(PROVIDED DATA)

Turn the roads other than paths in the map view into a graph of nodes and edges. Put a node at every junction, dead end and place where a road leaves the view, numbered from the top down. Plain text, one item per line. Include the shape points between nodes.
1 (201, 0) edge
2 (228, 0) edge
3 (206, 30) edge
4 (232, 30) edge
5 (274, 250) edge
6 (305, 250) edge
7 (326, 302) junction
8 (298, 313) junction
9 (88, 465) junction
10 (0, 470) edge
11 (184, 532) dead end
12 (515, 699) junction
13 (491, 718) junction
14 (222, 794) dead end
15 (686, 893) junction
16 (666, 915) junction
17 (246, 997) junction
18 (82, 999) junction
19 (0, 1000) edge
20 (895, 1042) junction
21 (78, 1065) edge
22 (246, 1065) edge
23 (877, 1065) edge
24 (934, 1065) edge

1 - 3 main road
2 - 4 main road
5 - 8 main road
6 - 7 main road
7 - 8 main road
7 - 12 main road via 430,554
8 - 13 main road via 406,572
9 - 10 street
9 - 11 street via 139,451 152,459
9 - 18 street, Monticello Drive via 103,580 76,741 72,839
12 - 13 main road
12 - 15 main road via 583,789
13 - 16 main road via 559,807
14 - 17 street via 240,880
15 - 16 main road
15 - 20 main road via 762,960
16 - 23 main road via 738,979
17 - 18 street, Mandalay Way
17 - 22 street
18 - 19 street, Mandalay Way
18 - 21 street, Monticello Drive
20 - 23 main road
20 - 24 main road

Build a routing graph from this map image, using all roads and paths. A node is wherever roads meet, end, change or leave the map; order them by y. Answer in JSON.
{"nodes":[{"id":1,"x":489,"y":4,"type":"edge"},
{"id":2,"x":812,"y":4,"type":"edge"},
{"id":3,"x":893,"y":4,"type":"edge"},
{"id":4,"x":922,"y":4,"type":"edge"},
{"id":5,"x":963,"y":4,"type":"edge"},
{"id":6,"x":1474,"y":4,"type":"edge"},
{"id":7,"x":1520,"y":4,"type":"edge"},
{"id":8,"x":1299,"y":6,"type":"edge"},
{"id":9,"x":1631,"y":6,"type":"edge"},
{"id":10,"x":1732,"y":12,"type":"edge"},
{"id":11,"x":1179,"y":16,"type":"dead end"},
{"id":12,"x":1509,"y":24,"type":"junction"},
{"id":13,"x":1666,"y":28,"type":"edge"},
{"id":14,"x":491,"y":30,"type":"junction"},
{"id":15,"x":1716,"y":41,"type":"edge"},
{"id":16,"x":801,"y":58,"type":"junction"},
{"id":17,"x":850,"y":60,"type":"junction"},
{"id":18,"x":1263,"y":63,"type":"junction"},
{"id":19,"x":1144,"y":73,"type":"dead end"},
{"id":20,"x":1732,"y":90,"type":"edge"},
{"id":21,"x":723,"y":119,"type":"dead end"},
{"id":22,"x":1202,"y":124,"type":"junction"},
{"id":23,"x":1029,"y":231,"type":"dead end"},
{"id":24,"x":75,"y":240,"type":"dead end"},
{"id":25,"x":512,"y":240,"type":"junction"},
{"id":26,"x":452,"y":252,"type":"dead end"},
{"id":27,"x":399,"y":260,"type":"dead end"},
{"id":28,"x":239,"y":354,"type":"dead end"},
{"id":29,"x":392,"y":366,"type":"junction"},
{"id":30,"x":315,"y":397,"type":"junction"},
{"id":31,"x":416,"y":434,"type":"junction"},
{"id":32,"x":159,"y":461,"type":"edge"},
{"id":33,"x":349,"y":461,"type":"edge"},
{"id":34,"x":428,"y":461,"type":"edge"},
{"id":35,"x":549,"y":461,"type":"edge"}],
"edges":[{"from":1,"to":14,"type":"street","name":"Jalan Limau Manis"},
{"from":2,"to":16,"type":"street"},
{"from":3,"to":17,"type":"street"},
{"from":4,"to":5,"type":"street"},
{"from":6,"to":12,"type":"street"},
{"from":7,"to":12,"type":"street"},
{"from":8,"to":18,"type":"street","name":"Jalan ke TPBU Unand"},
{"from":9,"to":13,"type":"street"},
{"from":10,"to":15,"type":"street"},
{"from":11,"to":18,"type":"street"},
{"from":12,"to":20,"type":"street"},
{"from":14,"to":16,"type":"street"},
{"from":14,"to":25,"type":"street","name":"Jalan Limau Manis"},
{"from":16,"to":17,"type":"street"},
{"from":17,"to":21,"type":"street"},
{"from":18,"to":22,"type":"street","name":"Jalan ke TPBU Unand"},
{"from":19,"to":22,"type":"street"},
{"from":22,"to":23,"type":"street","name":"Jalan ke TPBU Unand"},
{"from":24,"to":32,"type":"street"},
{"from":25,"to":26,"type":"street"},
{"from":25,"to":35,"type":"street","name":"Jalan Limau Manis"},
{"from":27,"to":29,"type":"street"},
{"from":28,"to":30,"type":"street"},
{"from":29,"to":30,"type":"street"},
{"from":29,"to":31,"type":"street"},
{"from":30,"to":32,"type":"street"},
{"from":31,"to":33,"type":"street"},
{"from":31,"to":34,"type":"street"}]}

(End PROVIDED DATA)

_EXERCISE OBJECTIVE_
Search the material above for the string "nodes", and copy every line in which it turns up.

_SOLUTION FOR THIS PROBLEM_
Turn the roads other than paths in the map view into a graph of nodes and edges. Put a node at every junction, dead end and place where a road leaves the view, numbered from the top down. Plain text, one item per line. Include the shape points between nodes.
{"nodes":[{"id":1,"x":489,"y":4,"type":"edge"},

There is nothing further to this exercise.